Le confucianisme comme dispositif

La Corée est devenue en moins de 50 ans l’une des grandes puissances économiques du monde.Le système éducatif couplé aux politiques d’innovation technologique sont deux facteurs qui ont permis de réaliser cet exploit. La Corée, pour des raisons historiques de constitution de la nation, a fait du confucianisme le soubassement de la pensée collective.Le confucianisme a été incorporé au sens littéral de ce verbe, c’est-à-dire unir une matière à une autre, unir un corps à un système, dans tous les secteurs de la vie sociale, administrative, politique et économique. Depuis l’ancienne dynastie Choseon, le confucianisme est devenu idéologie d’État. Au fil du temps, il s’est constitué en dispositif, au sens où Foucault, Agamben, voire Althusser l’ont théorisé, à savoir un ensemble de pratiques, de pensées, de discours, d’architecture, d’activités dans la perspective d’établir aussi bien une conduite d’action qu’une domination de ce dispositif sur l’action, et par contrecoup une domination sur les consciences.Présent dans chaque acte, le confucianisme est devenu une praxis, au sens aristotélicien ,à savoir une activité qui transcende le sujet, et ce quelque soit sa classe d’appartenance.

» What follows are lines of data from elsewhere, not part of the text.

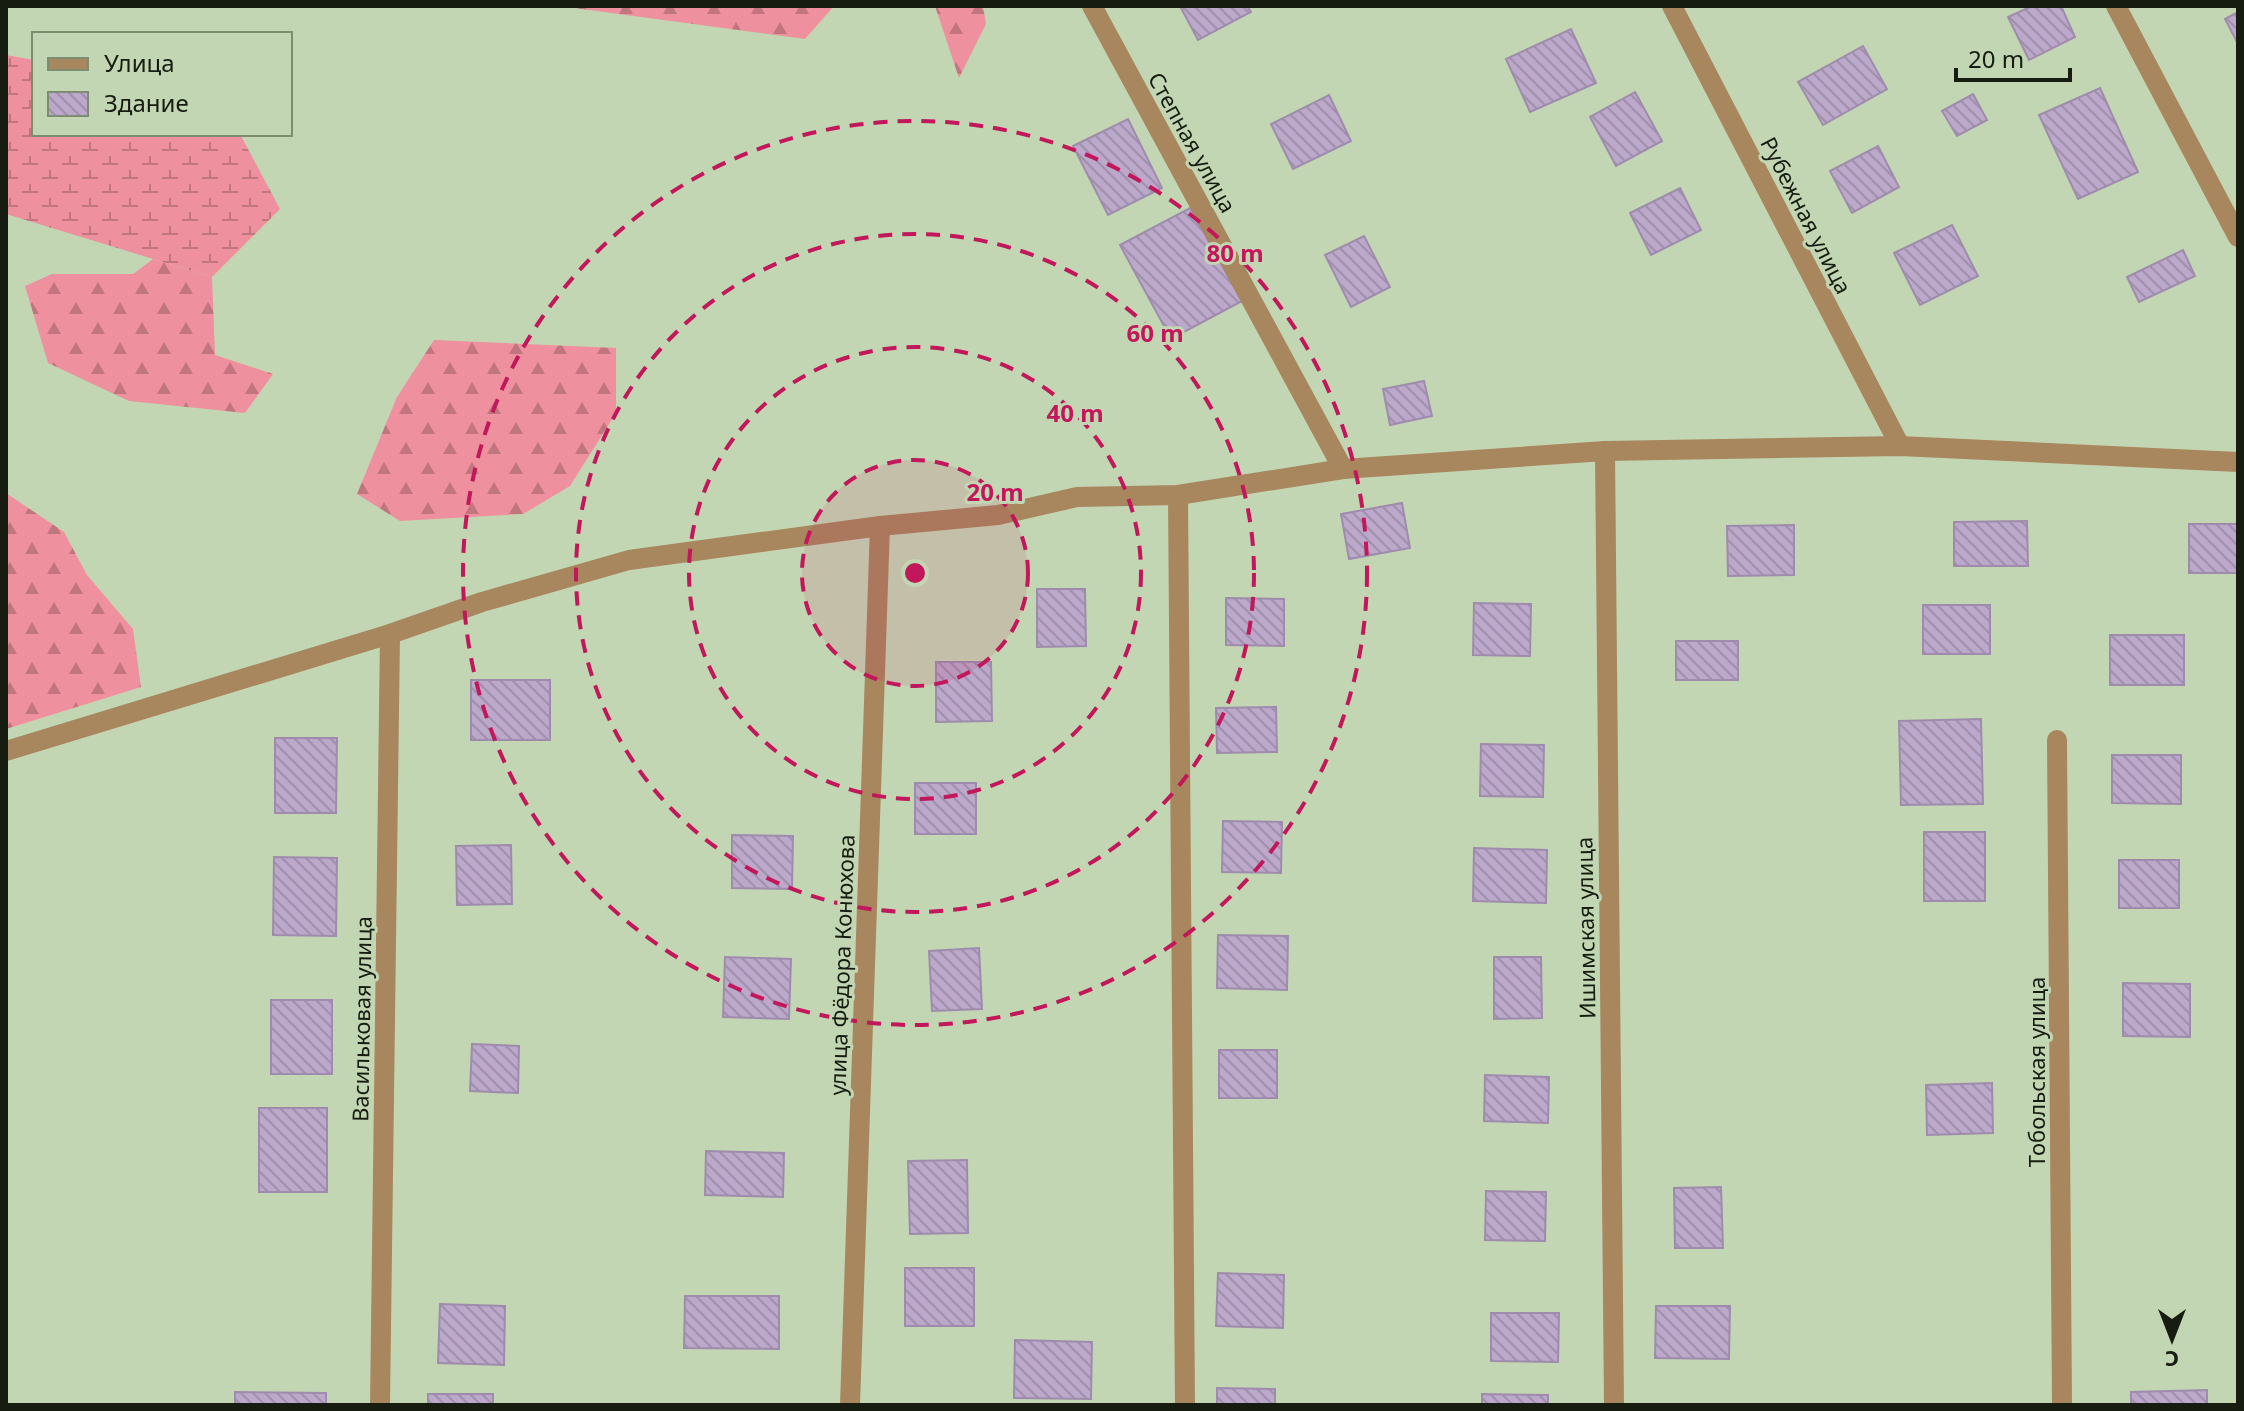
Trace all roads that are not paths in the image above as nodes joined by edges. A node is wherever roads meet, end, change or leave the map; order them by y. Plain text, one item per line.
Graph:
1 (1092, 6) edge
2 (1672, 6) edge
3 (2116, 6) edge
4 (2238, 237) edge
5 (1900, 446) junction
6 (1605, 451) junction
7 (2238, 462) edge
8 (1343, 469) junction
9 (1178, 495) junction
10 (880, 526) junction
11 (390, 634) junction
12 (2057, 740) dead end
13 (6, 751) edge
14 (380, 1405) edge
15 (850, 1405) edge
16 (1185, 1405) edge
17 (1614, 1405) edge
18 (2062, 1405) edge

1 - 8 street, Степная улица
2 - 5 street, Рубежная улица
3 - 4 street
5 - 6 street
5 - 7 street
6 - 8 street
6 - 17 street, Ишимская улица
8 - 9 street
9 - 10 street
9 - 16 street
10 - 11 street
10 - 15 street, улица Фёдора Конюхова
11 - 13 street
11 - 14 street, Васильковая улица
12 - 18 street, Тобольская улица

Le système éducatif coréen

Avec l’emprise du confucianisme sur la vie publique et privée, le pays s’est transformé en passant d’une économie assistée à une économie libérale parmi les plus compétitives mais aussi les plus dures du monde. L’éducation, autrefois considérée comme un facteur d’émancipation s’est progressivement transformée pour accompagner les mutations de la société. Le temps où les enfants apprenaient les caractères chinois sagement assis autour de leur maître est révolu.Dorénavant, l’éducation doit coller aux besoins du marché.L’investissement massif dans le système éducatif et son couplage à l’économie a évidemment produit des résultats étonnants, classant désormais la Corée au 11e rang des nations les plus développées. 2 

Ainsi furent directement privilégiées les matières à fortes plus-values économiques. Dans un pays qui dispose de peu de matières premières, la connaissance est devenue une matière de première importance.Le modèle éducatif coréen est présenté un peu partout dans le monde comme un modèle idéal et depuis les années 60 les investissements dans l’éducation n’ont cessé de croître. La Corée dispose d’un réseau d’universités extrêmement important, largement plus étendu que le réseau français, et deux d’entre elles figurent dans les 50 premières universités du monde selon le classement de Shanghai. Le confucianisme s’est imposé comme la valeur indispensable à l’accomplissement du but, même s’il s’agit d’un confucianisme utilitaire promouvant les capacités d’obéissance, le désir de progresser, la possibilité d’obtenir une vie meilleure.On étudie beaucoup en Corée, dans un système que beaucoup estiment être le meilleur du monde1 l’éducation est devenue une obsession nationale et les familles, s’y adonnentcorps et âme. La perspective de l’Homme de Bien, cher au confucianisme (Ren) conserve son enveloppe extérieure, tout en modifiant son substrat intérieur, à savoir l’accomplissement de soi. Il s’agit désormais de triompher plutôt que s’accomplir. Ce triomphe nécessaire se marque par le désir d’ascension sociale.La course à l’entrée dans la meilleure université, est devenue en quelque sorte un sport national. Le jour du suneung (수능),concours d’entrée à l’université, le pays tout entier s’arrête. La circulation est fluidifiée vers les lieux de concours, les entreprises recommandent à leurs salariés d’arriver un peu plus tard pour libérer la route, la police se met au service des étudiants, les temples et les églises se remplissent de mères en prière pour la réussite de leur enfant, la télévision accorde toute leur attention à la future élite. Connaissez-vous un autre pays qui bloque son espace aérien aux avions le jour de l’oral, pour ne pas perturber le déroulement de l’examen?Au plus haut niveau de l’État, l’éducation est considérée comme une cause nationale et le pays tout entier a intériorisé cet objectif. Il en résulte inévitablement une compétition entre élèves et étudiants d’université, compétition souvent intenable qui sera plus tard reproduite dans le monde des entreprises et des institutions.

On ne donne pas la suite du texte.